When you think of the qualities that make an excellent special education administrator, chances are that organized, knowledgable, and experienced come to mind. These are undoubtedly important, but a critical attribute needs to be added to that list: good listener. Why? Consider the tremendous amount of time special education admins spend listening to staff and problem-solving issues that come up. My many years in Human Resources have taught me that focusing on becoming a better listener can make staff issues easier to address and sometimes even make them disappear altogether.
If that sounds like an intriguing proposition to you, read on for my top 5 tips to help special education administrators be better listeners:
Establish contact first
This step happens before any issues arise but is vital in creating an environment where lines of communication are open, and a person feels safe talking to you. Send quick, periodic emails to check in, and offer to come by for a quick chat.
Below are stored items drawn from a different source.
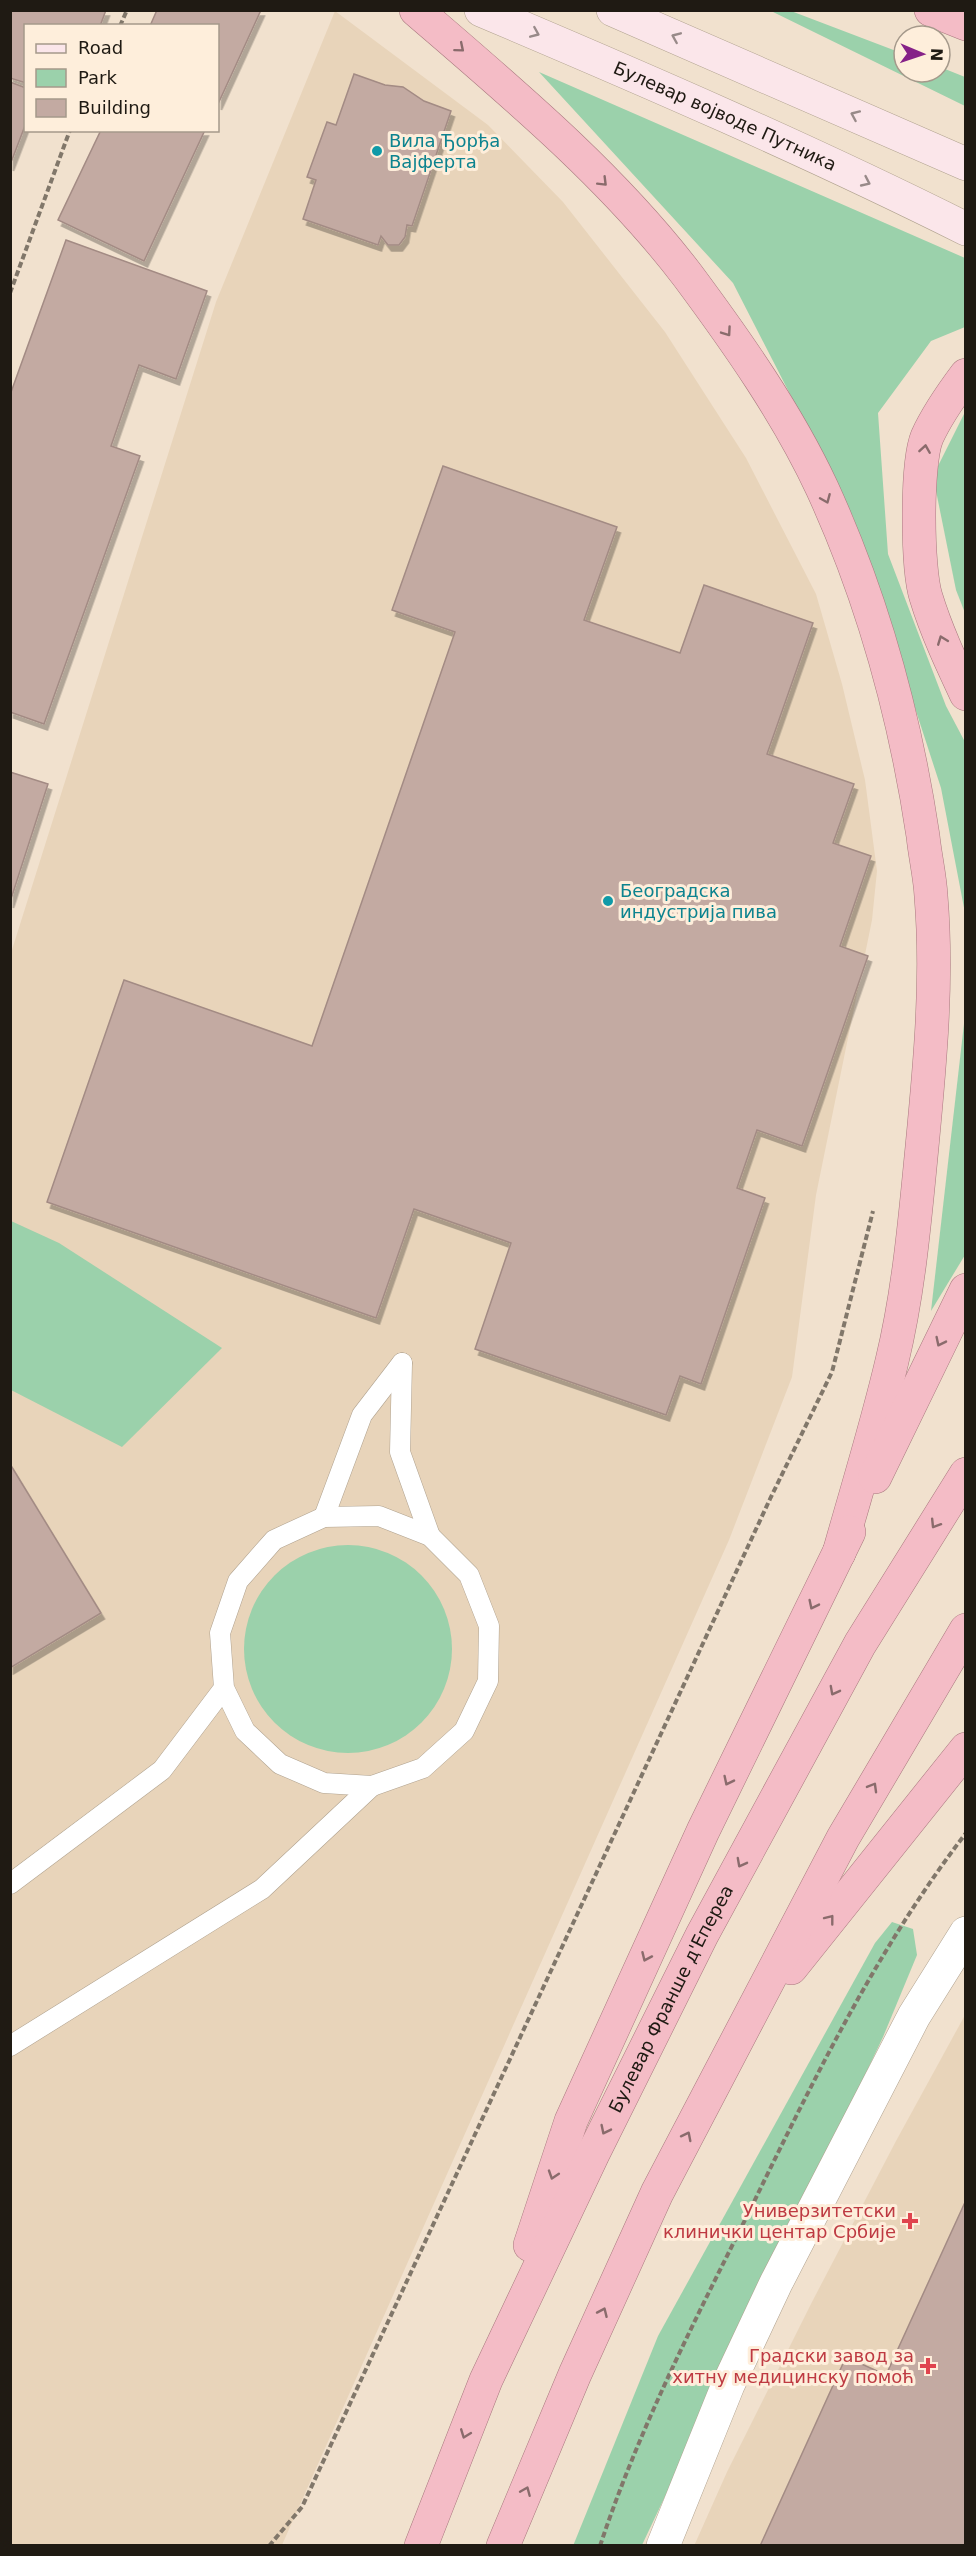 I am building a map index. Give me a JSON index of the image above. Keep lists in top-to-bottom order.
{
  "streets": {
    "highway": ["Булевар Франше д'Епереа"],
    "main road": ["Булевар војводе Путника"]
  },
  "places": {
    "other": ["Вила Ђорђа Вајферта", "Београдска индустрија пива"],
    "health": ["Универзитетски клинички центар Србије", "Градски завод за хитну медицинску помоћ"]
  },
  "legend": ["Road", "Park", "Building"],
  "north": "right"
} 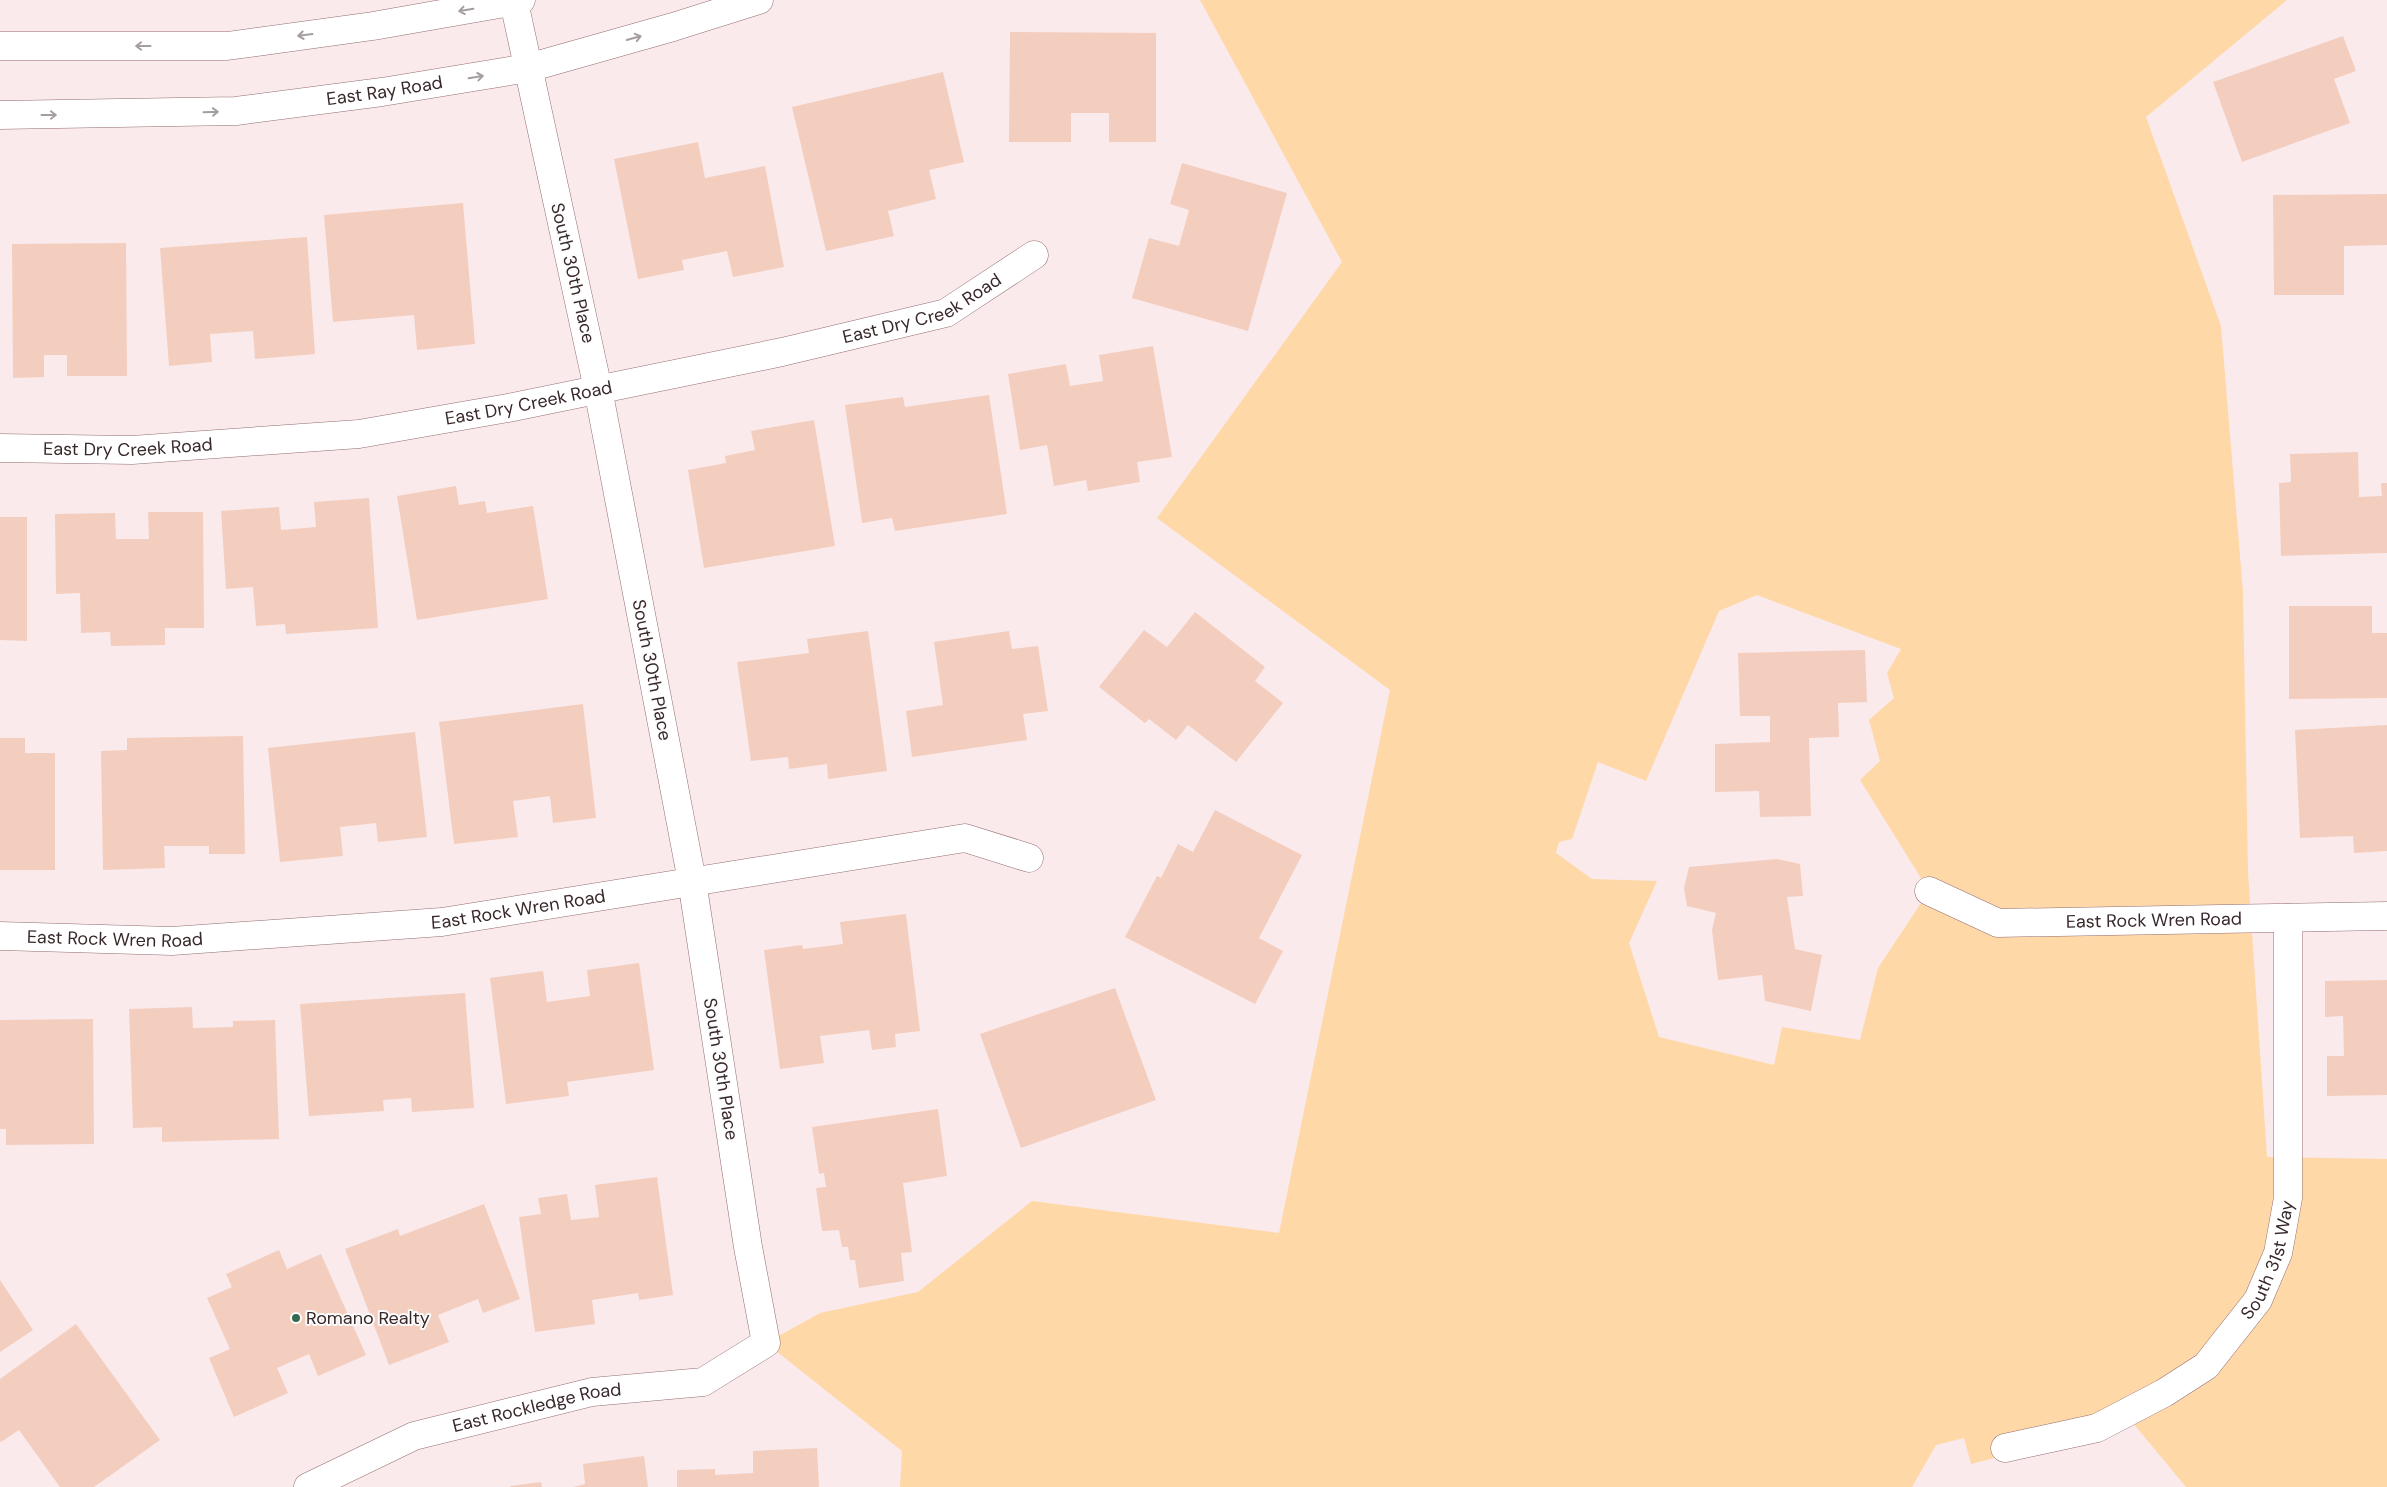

An email as simple as, “Hey Judy, I was just looking at your numbers, and it sure looks like you’ve got a full plate this year! How are things going? Let me know if you’d like to talk about anything. Thanks for all you do!” can go a long way towards building a collaborative (vs. adversarial) relationship with your staff. Ideally, you’ll do this for each staff member at least twice a year. Set up a list where you keep track and a recurring reminder on your calendar or to-do list app to keep it front of mind.
Be fully present
When you find yourself in a meeting with an employee, do everything you can to give them all your attention for the time they’re with you. Being fully present might mean putting your computer to sleep and ignoring the buzz of your phone, but it also means being aware of body language cues and keeping your thoughts on the conversation at hand. Some people find that taking notes helps them stay focused, while others find it a distraction. What is most important is that your brain is devoted to the person in front of you and not to the grocery list!
Maintain an open mind
Commit to only forming opinions on the situation once you have heard everything the employee wants to share. This is hard work! But remember that your goal is to understand your employee’s point of view, which is quite tricky when you have already formed an opinion. Reminding yourself to focus on empathy and validation can be helpful.
Be (mostly) quiet
It may seem silly to say that better listening starts with less talking, but it bears repeating! No sentence finishing, no interrupting, and no bombarding the employee with questions. Use non-verbal communication and words like “yes” and “I see” to signal that you’re listening. Listen for what is implied as well as what is said. When there is a natural pause in the conversation, use reflective listening techniques such as paraphrasing (“What I hear you saying is . . .“) and mirroring (repeating what you’ve heard, word for word). If you are truly confused, ask questions such as “What do you mean when you say . . . ?” and “Can you tell me more about…?”
Offer ongoing support
When you both feel like you have a mutual understanding of the issue, ask your employee what they would like to happen next. Often, being heard is a solution in and of itself, and no other immediate action is needed. If this is the case, reassure your employee that you will check back in with them in a month to see how things are going, then set a reminder to do so on your calendar while you are both still sitting there. If the employee has other solutions, make an action plan with a timeline. Again, make sure you both write down what each of you will be doing, when you will do it, and how you will assess progress.
Being a better listener is a skill, just like any other skill — practice makes perfect! Keep at it, and know that creating a safe place for your employees to voice their concerns and develop solutions will improve your life and those of your employees. Everybody wins!